Free dog house program from Avery County Animal Support…

Avery County Animal Support provides free dog houses for those who need an upgrade. The program is judgment-free and is aimed at improving living conditions for animals in Avery County. Avery County Animal Support can also provide collars, as dogs wandering during storms or cold weather are often mistakenly assumed to be lost or strays. There is a brief screening process to ensure that the houses go to those with the most need for an upgrade first.

Delta Dental Foundation seeks applications for 2023 grants through Smiles for Kids Grant program…

RALEIGH – The Delta Dental Foundation (DDF) is seeking applications from community-based oral health nonprofit programs and organizations in North Carolina for its 2023 Smiles for Kids grants program.

This year, DDF will award up to $130,000 to organizations across the state that specifically focus on children’s oral health, particularly among populations who are underserved.

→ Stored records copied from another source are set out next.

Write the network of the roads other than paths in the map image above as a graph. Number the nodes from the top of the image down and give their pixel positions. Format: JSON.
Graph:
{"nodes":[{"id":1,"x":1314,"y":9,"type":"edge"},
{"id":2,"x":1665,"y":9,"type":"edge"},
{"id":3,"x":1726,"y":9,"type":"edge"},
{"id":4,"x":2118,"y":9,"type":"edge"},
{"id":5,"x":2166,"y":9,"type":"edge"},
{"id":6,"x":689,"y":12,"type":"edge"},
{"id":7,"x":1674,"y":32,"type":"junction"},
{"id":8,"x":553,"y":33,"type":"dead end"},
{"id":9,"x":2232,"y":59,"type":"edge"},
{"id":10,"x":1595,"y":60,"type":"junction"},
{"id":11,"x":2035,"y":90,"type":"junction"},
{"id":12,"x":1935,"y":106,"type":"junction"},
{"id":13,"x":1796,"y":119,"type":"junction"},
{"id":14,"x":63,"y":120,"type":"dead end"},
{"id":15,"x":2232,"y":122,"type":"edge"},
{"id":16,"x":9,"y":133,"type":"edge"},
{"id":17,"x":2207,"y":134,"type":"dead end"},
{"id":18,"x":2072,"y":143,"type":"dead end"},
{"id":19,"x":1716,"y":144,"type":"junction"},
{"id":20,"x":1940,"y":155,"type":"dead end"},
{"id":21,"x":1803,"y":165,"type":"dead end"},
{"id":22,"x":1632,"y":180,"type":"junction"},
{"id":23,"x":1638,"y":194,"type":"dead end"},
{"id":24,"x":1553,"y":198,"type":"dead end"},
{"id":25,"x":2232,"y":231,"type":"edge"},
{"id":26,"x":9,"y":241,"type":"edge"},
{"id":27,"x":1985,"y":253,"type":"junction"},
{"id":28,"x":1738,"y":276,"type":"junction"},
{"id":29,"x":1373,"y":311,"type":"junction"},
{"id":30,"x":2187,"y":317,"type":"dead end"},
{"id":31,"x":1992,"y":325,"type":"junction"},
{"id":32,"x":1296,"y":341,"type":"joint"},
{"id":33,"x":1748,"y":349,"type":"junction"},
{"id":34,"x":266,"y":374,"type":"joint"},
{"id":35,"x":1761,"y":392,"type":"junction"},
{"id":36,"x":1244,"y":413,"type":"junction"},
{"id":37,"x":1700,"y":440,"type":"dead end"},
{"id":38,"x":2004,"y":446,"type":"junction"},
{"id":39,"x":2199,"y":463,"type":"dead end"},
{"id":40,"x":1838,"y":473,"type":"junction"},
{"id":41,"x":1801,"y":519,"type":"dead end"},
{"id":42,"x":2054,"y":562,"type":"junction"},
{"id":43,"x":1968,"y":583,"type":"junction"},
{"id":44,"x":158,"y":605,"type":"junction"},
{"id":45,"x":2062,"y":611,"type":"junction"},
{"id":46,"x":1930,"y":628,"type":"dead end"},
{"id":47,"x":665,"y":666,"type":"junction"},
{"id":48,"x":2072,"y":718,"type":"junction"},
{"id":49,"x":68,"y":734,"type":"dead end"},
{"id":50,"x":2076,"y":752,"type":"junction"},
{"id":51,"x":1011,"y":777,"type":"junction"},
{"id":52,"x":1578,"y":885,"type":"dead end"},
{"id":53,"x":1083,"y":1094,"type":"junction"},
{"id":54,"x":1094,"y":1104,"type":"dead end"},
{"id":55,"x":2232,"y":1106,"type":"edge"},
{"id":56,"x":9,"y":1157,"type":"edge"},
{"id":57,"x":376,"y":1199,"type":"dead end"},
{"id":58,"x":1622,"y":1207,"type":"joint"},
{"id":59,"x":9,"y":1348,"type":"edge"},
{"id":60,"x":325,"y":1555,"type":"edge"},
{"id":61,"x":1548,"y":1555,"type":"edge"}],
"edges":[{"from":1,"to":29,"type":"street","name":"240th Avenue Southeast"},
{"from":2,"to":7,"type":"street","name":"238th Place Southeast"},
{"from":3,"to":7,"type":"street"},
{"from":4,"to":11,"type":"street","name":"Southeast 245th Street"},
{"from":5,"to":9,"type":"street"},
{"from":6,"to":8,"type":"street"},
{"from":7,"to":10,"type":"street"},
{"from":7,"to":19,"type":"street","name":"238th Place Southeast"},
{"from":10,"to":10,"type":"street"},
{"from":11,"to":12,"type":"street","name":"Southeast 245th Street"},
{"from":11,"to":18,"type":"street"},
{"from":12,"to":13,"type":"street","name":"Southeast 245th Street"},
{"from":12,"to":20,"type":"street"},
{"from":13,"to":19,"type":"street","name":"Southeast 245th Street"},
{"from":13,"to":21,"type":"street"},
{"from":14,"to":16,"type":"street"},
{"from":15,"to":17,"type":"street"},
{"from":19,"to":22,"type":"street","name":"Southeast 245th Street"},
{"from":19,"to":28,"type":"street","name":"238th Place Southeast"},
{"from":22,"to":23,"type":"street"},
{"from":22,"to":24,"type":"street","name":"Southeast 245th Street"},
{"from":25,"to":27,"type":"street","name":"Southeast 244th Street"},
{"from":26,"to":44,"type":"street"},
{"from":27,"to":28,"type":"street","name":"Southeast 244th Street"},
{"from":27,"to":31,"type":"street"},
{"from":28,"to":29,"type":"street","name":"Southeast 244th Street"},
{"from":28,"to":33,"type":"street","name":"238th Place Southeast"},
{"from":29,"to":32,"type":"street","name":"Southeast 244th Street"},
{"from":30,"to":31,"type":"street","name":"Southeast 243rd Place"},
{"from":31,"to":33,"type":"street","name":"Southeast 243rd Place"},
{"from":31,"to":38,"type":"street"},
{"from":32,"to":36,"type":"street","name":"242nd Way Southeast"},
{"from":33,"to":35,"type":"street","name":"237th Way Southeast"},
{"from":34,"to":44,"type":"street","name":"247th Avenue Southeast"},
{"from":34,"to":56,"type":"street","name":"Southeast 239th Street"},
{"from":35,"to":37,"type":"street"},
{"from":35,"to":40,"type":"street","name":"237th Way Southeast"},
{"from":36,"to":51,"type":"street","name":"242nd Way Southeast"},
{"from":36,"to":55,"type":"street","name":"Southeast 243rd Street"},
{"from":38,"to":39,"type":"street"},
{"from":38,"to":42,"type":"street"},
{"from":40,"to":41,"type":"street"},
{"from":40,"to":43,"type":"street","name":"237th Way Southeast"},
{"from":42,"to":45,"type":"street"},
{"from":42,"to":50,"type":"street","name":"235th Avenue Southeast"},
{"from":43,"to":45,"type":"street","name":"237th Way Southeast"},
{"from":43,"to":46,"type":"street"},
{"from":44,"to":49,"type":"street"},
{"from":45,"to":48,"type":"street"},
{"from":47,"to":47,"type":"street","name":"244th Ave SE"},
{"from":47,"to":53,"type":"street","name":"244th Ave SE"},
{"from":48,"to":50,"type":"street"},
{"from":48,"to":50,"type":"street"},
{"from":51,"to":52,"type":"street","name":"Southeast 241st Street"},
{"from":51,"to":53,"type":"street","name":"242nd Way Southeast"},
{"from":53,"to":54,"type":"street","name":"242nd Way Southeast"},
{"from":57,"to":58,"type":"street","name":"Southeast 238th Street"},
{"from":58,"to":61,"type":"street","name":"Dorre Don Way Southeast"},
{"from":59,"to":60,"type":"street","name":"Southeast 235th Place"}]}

This is a 50% increase in giving from last year and the largest year of giving to date!

“Tooth decay is the most common, chronic childhood disease, and children in North Carolina are three times more likely to miss school due to oral health-related issues,” said Curt Ladig, chief executive officer of Delta Dental of North Carolina. “This year, we are delighted that our level of available funding has grown so that we might help more children who are lacking in resources receive better access to dental care and oral health education.” Over the last 11 years, the Foundation has received applications from and granted awards to organizations representing 40% of the counties in North Carolina. “I would like to see the Smiles for Kids program grow to impact oral health initiatives in all 100 counties in the state,” said Ladig.

Upon submission, the Delta Dental Foundation will evaluate each application based on factors such as the program’s focus on children, potential value to the community, measurable results and the level of local community support it attracts.

Firearm safety reminders for hunting seasons…

RALEIGH – It’s a busy time of year for the North Carolina hunting community. Blackpowder and gun deer hunting seasons begin to open this month, as well as duck, bear, small game and other hunting seasons. The N.C. Wildlife Resources Commission’s Home from the Hunt campaign reminds hunters of firearm safety tips.

“Always positively identify your target before pulling the trigger,” said Carissa Daniels, engagement & education manager at the Wildlife Commission. “Sounds obvious, but it’s easy to let anticipation and excitement cloud your judgment. Collect yourself and be aware of your surroundings. To ensure the safest shot, make sure there are no houses, vehicles, power lines, livestock or people in front of or behind your target.”

Additional important rules of firearm safety are:

  • Always point a firearm in a safe direction.
  • Treat every firearm as if it were loaded. Never assume a firearm is unloaded.
  • Use binoculars, rather than a rifle scope, to identify the target.
  • Keep your finger out of the trigger guard and off the trigger until ready to shoot.
  • Be sure of your target­, as well as what’s in front of and behind it.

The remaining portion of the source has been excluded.